Niersbach will EM-Konflikt mit Bayern lösen
Die Planungen von Bundestrainer Joachim Löw könnten durch ein Freundschaftsspiel der Bayern am 22. Mai in München gegen die Niederlande beeinträchtigt werden.
Niersbach hat Bayern-Chef Karl-Heinz Rummenigge bereits in einem Gespräch "auf die Probleme aufmerksam gemacht, die für die Nationalelf durch dieses Testspiel entstehen können", wie der noch amtierende DFB-Generalsekretär der "Bild"-Zeitung sagte.

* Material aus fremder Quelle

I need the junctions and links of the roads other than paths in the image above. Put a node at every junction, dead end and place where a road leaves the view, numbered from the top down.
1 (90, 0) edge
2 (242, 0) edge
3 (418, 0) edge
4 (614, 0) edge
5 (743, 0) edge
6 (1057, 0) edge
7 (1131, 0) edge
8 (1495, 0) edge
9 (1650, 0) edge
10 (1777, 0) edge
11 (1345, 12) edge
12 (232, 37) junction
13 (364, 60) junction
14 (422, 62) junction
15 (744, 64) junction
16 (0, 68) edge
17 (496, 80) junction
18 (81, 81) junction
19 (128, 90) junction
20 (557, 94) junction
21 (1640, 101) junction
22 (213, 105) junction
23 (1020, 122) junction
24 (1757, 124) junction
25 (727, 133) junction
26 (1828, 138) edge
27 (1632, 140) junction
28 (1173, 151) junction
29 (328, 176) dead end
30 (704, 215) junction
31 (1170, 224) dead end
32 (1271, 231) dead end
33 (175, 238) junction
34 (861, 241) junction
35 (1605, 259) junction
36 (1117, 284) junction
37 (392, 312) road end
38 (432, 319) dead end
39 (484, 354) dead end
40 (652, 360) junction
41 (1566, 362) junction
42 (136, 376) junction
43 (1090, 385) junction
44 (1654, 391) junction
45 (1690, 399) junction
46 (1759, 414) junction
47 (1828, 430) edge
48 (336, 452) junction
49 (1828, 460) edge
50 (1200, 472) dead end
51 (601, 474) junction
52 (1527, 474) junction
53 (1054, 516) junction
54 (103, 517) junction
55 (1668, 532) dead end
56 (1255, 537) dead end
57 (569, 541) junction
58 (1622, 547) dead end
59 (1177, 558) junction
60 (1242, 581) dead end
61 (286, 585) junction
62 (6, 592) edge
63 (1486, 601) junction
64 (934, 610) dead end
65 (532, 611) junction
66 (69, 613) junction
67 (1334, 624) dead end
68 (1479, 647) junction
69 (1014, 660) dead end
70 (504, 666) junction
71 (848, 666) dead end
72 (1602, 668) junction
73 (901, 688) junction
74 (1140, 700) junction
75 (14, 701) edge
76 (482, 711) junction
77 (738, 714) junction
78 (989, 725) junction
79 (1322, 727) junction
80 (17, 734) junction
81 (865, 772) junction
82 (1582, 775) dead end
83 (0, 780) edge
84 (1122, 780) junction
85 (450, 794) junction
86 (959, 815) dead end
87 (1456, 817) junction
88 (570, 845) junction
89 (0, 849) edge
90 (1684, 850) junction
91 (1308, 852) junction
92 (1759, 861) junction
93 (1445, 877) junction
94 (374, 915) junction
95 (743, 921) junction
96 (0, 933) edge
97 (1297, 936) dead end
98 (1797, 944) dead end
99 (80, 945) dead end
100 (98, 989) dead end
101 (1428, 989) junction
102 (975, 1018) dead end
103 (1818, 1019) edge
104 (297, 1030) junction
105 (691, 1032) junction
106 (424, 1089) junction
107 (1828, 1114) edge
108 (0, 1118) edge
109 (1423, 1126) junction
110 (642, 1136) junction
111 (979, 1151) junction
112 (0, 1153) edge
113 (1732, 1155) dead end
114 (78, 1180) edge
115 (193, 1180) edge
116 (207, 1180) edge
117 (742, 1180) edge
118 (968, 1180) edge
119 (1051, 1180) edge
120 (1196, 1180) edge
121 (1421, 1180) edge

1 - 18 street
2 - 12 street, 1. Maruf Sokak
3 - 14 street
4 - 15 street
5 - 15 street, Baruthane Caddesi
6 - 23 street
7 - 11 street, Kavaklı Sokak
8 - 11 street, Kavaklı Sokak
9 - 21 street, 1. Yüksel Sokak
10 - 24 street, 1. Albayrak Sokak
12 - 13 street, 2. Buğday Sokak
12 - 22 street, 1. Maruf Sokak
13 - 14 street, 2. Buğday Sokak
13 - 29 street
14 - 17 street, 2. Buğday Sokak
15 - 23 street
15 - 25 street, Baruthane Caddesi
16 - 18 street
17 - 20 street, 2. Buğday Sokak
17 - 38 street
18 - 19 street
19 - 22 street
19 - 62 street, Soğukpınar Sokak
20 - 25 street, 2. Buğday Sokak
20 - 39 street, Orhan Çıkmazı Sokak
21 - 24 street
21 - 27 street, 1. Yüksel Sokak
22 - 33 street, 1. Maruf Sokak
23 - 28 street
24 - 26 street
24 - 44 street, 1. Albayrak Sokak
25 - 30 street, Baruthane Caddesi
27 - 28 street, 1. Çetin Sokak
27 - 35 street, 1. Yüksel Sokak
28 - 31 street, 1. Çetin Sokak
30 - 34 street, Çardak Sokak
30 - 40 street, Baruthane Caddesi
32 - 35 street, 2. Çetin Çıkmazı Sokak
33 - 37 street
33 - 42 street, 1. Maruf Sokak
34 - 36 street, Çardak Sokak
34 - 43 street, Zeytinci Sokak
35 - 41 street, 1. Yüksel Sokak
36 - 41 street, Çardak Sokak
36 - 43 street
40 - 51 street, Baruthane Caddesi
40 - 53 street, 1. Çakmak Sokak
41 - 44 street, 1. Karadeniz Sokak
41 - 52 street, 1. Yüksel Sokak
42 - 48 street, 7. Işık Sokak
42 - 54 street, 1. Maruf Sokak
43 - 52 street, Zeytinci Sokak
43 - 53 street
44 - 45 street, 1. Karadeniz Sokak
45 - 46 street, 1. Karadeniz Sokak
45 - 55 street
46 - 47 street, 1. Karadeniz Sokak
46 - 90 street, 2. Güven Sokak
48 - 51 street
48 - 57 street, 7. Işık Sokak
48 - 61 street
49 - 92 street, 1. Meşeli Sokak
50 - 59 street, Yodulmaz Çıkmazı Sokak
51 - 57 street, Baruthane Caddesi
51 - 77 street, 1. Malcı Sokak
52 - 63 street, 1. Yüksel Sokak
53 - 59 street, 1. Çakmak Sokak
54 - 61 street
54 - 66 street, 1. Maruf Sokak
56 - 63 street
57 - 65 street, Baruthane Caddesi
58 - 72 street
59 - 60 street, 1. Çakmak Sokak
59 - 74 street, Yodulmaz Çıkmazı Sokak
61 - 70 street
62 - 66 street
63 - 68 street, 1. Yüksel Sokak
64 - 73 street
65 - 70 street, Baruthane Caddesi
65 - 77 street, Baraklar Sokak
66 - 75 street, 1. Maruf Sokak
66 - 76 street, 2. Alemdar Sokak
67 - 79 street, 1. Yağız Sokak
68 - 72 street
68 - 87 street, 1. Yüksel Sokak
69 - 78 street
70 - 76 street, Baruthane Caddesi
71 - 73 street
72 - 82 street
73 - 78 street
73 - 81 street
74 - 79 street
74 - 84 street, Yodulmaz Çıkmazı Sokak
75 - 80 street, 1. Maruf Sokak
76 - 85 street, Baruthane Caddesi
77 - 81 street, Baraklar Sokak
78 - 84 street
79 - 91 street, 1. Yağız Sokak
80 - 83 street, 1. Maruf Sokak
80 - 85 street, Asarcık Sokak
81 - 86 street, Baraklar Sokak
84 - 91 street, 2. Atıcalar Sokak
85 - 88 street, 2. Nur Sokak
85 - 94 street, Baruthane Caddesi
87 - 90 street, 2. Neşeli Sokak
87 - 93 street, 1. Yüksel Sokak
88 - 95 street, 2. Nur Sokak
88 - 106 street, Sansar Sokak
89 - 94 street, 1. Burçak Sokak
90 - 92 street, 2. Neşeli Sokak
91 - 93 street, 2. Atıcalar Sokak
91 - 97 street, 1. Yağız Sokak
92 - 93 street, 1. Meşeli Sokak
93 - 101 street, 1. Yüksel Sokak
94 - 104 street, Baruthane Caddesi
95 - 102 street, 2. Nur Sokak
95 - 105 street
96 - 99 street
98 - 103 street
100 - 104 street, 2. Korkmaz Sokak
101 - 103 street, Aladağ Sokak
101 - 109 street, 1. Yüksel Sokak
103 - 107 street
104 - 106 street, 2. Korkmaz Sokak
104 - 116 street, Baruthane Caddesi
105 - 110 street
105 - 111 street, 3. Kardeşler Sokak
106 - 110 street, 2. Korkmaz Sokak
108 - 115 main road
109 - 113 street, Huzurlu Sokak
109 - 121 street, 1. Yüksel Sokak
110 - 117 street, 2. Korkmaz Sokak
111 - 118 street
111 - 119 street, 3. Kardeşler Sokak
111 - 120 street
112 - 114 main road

Niersbach will versuchen, "eine Lösung zu finden, mit der sowohl der FC Bayern als auch der DFB leben können". Löw plant für die EM in Polen und der Ukraine mit derzeit acht Bayern-Spielern. Die Vorbereitung der Nationalelf beginnt bereits am 11. Mai mit einem ersten Trainingslager in Sardinien. Vom 18. bis 31. Mai folgt der Schwerpunkt der Turniereinstimmung in Südfrankreich.
Löw muss unter Umständen schon wegen des DFB-Pokalfinales am 12. Mai oder des Champions-League-Endspiels am 19. Mai teilweise auf die Münchner Profis in der EM-Vorbereitung verzichten. "Wenn der Bundestrainer sagt, das passt mir nicht in die Vorbereitung, ist das nachvollziehbar", erklärte Bayern-Trainer Jupp Heynckes zu der Problematik der Partie am 22. Mai. Bayerns Mediendirektor Markus Hörwick verwies jedoch darauf, dass die Abstellungspflicht der Vereine für die Europameisterschaft erst am 24. Mai beginne.
Die Partie der Bayern gegen den WM-Zweiten Niederlande war abgemacht worden, nachdem Arjen Robben den Bayern nach der Weltmeisterschaft 2010 in Südafrika wegen einer Verletzung monatelang nicht zur Verfügung stand. Die finanziellen Folgen des Ausfalls für die Bayern sollen mit dem Testkick ausgeglichen werden.